Arnaud Gossement est avocat en droit de l’environnement et Peggy Kançal est conseillère régionale d’Aquitaine.
Ce n’est pas la première fois que l’Etat organise un débat national sur l’énergie. Souvenons-nous du « débat national sur l’énergie et l’environnement » organisé en 1994 ou, surtout, du débat organisé en 2003, en prélude au vote de la loi « POPE » (loi de programmation fixant les orientations de la politique énergétique de la France) du 13 juillet 2005. Ce n’est pas non plus la première fois que l’Etat organise un débat en ayant recours à la technique du « Comité des sages » pour convaincre de la sincérité et de l’équilibre des échanges à venir. Un comité de trois sages – Pierre Castillon, Mac Lesggy, Edgar Morin – avait en effet rédigé un rapport de conclusion du débat national sur les énergies, en 2003. Un rapport intéressant mais, depuis lors, il semblait que la figure du « sage » avait été enfin dépassée au profit d’une démocratie participative plus mûre dont les citoyens sont traités en adultes.
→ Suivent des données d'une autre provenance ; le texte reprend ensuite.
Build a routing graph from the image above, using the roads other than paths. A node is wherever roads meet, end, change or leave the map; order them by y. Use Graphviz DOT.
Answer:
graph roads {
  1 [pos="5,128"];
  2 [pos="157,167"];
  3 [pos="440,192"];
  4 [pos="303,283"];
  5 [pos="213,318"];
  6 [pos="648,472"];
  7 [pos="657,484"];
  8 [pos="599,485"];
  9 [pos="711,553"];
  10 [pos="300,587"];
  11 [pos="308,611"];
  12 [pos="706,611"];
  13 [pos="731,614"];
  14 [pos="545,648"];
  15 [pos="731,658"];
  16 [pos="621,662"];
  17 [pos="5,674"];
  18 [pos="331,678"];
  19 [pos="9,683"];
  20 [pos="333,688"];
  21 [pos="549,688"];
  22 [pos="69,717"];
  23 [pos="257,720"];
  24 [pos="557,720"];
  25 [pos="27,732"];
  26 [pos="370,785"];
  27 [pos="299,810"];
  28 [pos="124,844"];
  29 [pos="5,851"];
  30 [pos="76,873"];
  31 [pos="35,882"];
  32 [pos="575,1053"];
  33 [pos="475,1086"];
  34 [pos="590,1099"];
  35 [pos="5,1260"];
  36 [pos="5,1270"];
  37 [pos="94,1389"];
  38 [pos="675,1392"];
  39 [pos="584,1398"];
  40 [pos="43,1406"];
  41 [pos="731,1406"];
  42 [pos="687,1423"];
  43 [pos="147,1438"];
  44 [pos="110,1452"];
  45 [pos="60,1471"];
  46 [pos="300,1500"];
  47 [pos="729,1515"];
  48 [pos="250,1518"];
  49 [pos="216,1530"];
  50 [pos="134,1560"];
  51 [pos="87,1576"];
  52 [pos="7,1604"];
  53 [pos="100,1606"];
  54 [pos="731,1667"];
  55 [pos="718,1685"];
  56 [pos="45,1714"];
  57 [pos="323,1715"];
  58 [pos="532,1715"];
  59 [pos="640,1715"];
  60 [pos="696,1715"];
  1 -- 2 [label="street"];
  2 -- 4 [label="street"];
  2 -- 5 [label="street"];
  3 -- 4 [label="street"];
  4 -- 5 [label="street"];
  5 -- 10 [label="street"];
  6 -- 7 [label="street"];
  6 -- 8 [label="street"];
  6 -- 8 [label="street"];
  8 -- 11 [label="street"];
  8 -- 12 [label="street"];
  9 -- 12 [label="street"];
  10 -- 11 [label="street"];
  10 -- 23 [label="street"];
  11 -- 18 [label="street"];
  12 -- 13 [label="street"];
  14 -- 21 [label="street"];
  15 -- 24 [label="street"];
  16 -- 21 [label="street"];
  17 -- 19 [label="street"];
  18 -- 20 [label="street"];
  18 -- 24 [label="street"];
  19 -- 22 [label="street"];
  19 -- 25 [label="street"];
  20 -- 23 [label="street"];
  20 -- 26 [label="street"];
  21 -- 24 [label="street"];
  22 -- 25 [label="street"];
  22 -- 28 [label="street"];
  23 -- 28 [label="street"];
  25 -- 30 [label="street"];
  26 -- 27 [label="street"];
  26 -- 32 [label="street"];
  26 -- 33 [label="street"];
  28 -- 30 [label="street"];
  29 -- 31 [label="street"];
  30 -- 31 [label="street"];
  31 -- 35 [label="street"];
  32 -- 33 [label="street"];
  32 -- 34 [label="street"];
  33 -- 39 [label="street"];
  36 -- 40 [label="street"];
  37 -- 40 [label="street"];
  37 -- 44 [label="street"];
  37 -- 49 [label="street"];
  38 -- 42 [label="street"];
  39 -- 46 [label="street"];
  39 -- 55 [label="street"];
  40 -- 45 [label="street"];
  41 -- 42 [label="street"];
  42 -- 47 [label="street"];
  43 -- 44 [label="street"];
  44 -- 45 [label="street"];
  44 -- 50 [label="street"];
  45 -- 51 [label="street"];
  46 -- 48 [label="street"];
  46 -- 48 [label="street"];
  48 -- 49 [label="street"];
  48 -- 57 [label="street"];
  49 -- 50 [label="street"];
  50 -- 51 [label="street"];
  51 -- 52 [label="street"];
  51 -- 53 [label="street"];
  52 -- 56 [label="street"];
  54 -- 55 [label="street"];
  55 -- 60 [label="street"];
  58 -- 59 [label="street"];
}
Personne n’imagine que le dialogue social soit chapeauté par un « comité des sages ». Considérer les partenaires environnementaux – pas assez sages ? - à la même hauteur que les partenaires sociaux devait conduire à perfectionner le dispositif de la gouvernance à cinq, pas à revenir en arrière, à 2003. Au surplus, quitte à constituer un comité, le gouvernement aurait pu convoquer des expertises plurielles et étrangères : ainsi Tim Jackson, économiste et penseur visionnaire de la croissance, ou encore Jeremy Rifkin, promoteur de la troisième révolution industrielle, auraient insufflé une réelle innovation aux débats.
Faisant le choix contraire, le gouvernement a nommé six Français dont aucun ne provient de l’industrie des renouvelables mais dont deux ont fait carrière dans le nucléaire, et s’écarte de fait des conditions nécessaires à « une éthique de la discussion ». Il aurait été bien plus pertinent de désigner un collège de personnalités qualifiées plus nombreuses et à même d’éclairer les travaux des cinq collèges de parties prenantes. Il aurait été plus judicieux de pouvoir ainsi bénéficier de regards étrangers et de compétences scientifiques variées : physique, économique, mais aussi sociologique, juridique par exemple. Certes, au « comité des sages » seront associés un « comité citoyen » et un « comité des experts scientifiques » qui pourront peut-être témoigner de cette diversité. Quel dommage cependant d’avoir fractionné ces comités au risque d’affaiblir et de compliquer le débat entre les différents acteurs.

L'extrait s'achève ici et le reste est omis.